Decían los viejos de mi pueblo, que hasta diciembre, ni hambre ni frío. Pero ya estamos en enero, y si no el hambre, si nos ha llegado el frio.
Esto del frío, a los de la generación de la posguerra, nos llega muy de cerca. Los fríos inviernos de nuestra niñez eran largos y tristes. El frío nos acompañaba hasta el mes de abril y todos sabíamos que hasta el cuarenta de mayo no podíamos quitarnos el sayo; y entonces ya podíamos salir, sin miedo, a jugar a la pelota, a la pídola y al “rescatao”.

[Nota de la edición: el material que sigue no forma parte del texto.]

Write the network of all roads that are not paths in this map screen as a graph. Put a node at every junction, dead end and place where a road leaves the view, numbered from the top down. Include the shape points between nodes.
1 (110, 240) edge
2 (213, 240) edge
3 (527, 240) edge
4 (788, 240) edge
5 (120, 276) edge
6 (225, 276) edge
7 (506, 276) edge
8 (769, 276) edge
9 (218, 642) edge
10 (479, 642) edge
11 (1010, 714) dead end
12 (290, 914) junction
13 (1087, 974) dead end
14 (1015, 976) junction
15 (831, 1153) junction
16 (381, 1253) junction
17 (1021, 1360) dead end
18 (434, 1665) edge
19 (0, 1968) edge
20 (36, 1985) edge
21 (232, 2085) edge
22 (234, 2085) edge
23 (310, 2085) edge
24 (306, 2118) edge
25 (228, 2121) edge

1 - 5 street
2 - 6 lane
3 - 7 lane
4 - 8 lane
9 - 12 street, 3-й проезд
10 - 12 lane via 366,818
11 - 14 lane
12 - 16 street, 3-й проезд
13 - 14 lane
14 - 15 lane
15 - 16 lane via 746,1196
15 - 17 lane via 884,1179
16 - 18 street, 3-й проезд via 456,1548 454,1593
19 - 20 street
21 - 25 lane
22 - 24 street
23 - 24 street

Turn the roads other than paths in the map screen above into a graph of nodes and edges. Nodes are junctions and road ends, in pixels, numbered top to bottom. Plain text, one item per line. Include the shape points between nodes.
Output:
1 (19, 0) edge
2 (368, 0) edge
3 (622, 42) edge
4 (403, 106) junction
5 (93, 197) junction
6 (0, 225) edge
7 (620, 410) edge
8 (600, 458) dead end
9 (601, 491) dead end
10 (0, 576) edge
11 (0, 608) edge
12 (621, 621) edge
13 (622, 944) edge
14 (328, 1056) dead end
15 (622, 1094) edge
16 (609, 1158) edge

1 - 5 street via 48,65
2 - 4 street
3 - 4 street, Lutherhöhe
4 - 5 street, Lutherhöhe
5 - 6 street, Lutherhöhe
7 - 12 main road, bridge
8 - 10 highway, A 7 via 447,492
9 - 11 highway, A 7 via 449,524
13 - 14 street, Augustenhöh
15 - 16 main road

Una imagen que acompaña al frío en las ciudades es la castañera. Una mujer mayor, por lo general; embutida en un grueso abrigo de paño, sentada en un pequeño asiento de enea, junto a un bidón metálico, con las brasas encendidas, sobre las que iba colocando esas castañas que después te vendía en unos cucuruchos de papel, que te calentaban las manos y te encendían el apetito con ese olor tan característico que tienen las castañas asadas. También te vendía el maíz y los boniatos asados, pero a mí los boniatos de los que tengo mejor recuerdo son los que me asaba mi abuela María entre las brasas de la cocina mientras preparaba el cocido en un gran puchero de barro.
Con esto del confinamiento, hace tiempo que no voy por el centro y no se si las castañeras habrán podido sobrevivir a la pandemia; yo me conformo con ir al súper a comprar las castañas y luego asarlas en el microondas; pero, sinceramente, no es lo mismo, ni muchísimo menos.